Nick Harris: Olympic hero who stopped Sir Alex Ferguson from quitting

Olympic hero who stopped Ferguson from quitting



00:19 GMT, 8 July 2012

The man who talked Alex Ferguson out
of giving up his football career when he was a disaffected youngster
will be a special guest at one of Great Britain's matches at this
summer's Olympics – thanks to Inside Sport.

As we reported last week, the last
time a British team played at any Games was in 1960 in Rome, and the
surviving members of that 19-man squad will be the VIP guests of the
British Olympic Association for the Wembley game against the United Arab
Emirates on July 29.


Ron McKinven with his old Olympic team badge

Ron McKinven with his old Olympic team badge

One member of that team had not been traced: Ron McKinven, who was an amateur with St Johnstone in Scotland at the time of the Rome Olympics.

But after seeing last weekend's paper, he got in touch and has been reunited with his old Great Britain team-mates.

He has also told me of his role in persuading Fergie to stay in the game as a young man.
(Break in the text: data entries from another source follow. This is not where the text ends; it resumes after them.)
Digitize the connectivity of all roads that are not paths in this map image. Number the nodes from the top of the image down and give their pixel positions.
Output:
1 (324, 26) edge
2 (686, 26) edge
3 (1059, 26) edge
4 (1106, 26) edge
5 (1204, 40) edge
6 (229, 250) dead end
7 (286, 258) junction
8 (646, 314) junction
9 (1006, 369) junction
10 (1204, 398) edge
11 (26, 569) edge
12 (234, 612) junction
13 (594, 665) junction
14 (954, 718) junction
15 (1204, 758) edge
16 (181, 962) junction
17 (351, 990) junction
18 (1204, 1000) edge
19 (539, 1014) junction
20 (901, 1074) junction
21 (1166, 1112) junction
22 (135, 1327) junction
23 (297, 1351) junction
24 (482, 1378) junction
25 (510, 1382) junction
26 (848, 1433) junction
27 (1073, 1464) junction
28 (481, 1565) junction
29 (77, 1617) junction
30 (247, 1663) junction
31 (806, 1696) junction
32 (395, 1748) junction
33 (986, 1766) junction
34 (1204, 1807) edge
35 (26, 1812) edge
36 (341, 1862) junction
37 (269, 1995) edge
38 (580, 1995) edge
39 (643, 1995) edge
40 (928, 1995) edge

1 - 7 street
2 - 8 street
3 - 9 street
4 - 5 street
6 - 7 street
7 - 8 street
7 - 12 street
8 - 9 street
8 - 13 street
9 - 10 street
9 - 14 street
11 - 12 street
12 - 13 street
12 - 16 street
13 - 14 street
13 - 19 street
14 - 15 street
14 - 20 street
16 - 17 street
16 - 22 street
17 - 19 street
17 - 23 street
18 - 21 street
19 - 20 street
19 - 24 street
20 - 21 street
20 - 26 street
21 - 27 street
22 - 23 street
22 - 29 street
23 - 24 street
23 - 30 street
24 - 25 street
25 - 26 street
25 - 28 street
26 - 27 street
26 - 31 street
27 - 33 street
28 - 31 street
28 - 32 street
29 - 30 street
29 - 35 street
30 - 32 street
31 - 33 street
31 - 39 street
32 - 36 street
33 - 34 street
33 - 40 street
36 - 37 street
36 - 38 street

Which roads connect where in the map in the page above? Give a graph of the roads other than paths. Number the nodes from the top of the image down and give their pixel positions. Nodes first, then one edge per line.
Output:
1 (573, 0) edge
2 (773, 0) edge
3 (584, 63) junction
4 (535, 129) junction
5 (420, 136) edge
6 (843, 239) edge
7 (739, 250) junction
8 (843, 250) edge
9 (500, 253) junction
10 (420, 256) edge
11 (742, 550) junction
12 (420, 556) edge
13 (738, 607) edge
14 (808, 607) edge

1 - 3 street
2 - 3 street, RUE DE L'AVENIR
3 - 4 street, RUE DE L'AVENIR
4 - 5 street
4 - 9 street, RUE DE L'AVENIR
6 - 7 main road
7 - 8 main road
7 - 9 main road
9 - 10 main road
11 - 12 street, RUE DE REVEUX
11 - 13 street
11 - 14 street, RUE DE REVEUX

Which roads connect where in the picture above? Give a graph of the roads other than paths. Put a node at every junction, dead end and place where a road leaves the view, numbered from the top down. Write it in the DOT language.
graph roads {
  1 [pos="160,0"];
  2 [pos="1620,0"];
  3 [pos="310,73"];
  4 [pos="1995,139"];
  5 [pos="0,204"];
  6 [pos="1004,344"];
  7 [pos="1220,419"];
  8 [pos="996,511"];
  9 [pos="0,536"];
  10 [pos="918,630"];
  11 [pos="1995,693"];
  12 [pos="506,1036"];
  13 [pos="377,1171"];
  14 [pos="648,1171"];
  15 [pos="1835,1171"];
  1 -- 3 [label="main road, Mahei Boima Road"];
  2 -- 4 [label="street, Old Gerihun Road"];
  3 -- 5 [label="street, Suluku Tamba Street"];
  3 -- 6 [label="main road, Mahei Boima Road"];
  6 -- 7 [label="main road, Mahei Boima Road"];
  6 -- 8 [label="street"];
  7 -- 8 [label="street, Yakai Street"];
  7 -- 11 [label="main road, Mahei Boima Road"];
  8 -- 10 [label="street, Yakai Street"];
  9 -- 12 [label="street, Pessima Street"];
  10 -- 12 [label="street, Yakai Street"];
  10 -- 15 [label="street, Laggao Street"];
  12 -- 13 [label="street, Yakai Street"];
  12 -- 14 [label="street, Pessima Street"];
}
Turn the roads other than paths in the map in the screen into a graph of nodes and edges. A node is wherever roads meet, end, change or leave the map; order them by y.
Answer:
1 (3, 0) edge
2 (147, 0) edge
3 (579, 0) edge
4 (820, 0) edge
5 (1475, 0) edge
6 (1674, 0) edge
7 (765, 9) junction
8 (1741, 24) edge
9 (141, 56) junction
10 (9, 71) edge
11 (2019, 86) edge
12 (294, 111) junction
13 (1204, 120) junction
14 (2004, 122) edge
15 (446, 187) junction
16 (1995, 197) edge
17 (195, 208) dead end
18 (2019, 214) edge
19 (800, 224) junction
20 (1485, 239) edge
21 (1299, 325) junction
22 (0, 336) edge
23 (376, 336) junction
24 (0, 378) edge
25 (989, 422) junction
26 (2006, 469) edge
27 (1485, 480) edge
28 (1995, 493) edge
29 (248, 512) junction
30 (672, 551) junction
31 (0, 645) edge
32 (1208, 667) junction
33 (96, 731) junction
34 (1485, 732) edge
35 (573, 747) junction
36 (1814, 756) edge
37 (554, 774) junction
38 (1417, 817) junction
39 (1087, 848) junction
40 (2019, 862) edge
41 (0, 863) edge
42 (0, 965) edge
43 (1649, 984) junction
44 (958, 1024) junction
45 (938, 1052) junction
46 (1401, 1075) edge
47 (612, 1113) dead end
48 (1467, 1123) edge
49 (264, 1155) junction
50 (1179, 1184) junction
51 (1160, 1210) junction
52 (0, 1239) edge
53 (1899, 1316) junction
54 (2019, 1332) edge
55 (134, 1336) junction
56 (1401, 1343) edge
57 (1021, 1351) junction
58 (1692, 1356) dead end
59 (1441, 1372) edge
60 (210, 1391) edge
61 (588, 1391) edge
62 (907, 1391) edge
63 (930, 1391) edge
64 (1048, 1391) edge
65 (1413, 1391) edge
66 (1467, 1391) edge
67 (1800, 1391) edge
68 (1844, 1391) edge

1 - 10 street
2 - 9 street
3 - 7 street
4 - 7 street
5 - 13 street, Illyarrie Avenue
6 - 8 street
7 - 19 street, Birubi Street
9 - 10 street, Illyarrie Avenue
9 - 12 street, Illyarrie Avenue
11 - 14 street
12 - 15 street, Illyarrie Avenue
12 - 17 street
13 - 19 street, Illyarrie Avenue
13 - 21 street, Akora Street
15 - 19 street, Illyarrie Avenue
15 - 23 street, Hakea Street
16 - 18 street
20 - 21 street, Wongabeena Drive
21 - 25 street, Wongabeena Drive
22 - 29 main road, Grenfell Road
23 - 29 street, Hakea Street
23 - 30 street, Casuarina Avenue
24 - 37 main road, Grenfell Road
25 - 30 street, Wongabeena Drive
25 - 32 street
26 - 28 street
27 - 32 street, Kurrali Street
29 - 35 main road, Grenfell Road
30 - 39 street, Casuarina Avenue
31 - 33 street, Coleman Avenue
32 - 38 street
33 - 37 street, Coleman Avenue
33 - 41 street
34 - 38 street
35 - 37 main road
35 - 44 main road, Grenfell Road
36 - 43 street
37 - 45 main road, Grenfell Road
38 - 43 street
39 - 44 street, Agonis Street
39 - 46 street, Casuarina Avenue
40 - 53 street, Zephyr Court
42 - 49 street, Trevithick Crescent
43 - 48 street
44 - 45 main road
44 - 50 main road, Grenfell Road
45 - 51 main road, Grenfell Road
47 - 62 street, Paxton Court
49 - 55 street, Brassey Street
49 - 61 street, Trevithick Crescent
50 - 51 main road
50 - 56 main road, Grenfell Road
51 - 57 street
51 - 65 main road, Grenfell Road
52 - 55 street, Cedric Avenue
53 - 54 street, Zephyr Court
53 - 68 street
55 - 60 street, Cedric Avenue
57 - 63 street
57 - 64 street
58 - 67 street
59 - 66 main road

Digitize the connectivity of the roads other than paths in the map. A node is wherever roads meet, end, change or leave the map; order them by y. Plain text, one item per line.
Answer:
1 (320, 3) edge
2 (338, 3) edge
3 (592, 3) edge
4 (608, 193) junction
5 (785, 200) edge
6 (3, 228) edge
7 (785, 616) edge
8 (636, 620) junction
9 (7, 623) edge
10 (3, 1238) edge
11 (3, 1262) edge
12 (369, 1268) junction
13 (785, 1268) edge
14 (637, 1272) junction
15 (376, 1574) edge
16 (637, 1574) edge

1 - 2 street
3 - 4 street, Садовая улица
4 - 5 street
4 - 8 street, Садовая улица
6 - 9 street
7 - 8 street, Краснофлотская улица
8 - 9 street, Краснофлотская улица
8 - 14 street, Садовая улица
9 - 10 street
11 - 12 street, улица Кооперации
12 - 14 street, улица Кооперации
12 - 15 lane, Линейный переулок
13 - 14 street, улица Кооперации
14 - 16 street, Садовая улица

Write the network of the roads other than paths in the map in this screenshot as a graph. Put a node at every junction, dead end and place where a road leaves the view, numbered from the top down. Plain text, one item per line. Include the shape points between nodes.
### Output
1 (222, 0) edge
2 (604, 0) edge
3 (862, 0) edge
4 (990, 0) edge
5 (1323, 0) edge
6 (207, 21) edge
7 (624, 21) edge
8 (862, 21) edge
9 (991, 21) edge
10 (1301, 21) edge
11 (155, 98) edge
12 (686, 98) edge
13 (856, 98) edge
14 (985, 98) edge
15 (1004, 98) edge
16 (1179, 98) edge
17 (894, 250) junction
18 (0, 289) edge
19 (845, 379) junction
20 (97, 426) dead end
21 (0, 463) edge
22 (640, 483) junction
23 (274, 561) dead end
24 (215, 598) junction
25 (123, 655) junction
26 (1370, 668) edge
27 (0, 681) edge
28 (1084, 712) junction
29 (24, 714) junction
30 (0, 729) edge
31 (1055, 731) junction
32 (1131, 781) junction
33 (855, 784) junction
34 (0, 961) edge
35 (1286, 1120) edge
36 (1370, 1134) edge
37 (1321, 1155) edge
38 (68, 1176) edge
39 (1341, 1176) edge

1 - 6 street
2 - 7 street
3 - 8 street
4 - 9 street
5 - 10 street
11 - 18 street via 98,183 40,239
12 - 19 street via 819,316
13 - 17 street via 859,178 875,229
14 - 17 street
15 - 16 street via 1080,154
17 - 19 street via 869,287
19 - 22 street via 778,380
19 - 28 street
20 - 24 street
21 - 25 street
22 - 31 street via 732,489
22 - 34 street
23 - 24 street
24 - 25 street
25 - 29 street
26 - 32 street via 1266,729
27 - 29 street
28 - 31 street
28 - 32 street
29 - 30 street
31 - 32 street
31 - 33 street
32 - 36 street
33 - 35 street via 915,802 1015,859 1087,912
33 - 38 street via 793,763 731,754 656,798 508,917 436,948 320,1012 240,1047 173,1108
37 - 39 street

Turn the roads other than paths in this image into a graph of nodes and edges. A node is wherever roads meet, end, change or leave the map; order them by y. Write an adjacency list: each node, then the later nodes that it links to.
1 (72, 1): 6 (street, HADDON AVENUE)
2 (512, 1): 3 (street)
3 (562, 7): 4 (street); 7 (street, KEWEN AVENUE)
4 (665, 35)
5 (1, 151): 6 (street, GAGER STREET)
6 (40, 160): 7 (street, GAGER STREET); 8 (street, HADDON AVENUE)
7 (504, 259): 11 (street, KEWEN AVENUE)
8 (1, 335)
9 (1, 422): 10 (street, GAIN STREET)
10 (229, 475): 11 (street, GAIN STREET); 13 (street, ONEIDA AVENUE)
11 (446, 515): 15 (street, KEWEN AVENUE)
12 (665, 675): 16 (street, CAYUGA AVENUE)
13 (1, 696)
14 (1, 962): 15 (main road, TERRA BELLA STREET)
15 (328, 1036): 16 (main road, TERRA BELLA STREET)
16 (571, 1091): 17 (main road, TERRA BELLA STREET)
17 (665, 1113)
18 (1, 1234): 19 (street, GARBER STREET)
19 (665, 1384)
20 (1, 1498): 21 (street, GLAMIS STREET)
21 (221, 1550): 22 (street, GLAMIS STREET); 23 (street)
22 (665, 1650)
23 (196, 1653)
Without his intervention, it is possible the person widely regarded as Britain's greatest ever manager would have left football for good. 'I was a player at Queen's Park in the late Fifties when I first noticed this young player, sitting on his own, looking a bit lost,' says McKinven, 76, of Ferguson, now 70.

'I took him under my wing, but he was saying he was going to chuck it in because he wasn't getting games. I persuaded him his chance would come.'

McKinven then moved to St Johnstone, and recommended they sign Ferguson. On one famous occasion when Saints were hit by a flu bug and without five first-choice players, McKinven, then the club captain, endorsed Ferguson as a player to fill in.

Ferguson scored a hat-trick that day – against giants Rangers. 'He'd been saying he was going to chuck it in just weeks before that,' McKinven says. 'Then he never looked back.'

McKinven became an interior designer and lost touch with ex-colleagues when he went to work in Qatar as an architect and design consultant. 'I'm looking forward to seeing Team GB,' he says. 'Although I'm not sure of their chances in the tournament.'

Summerbee happy with sub role

Manchester City ambassador Mike Summerbee took the Premier League trophy to a nuclear submarine last week – and will be going back in the autumn to spend two days aboard, under the Atlantic.

This peculiar turn of events unfolded when City heard that John Livesey, commander of HMS Victorious – one of four subs that carry Britain's nuclear arsenal of Trident missiles – is a City fan who was on a three-month patrol when the team won the 2011-12 title on that dramatic last day of the season.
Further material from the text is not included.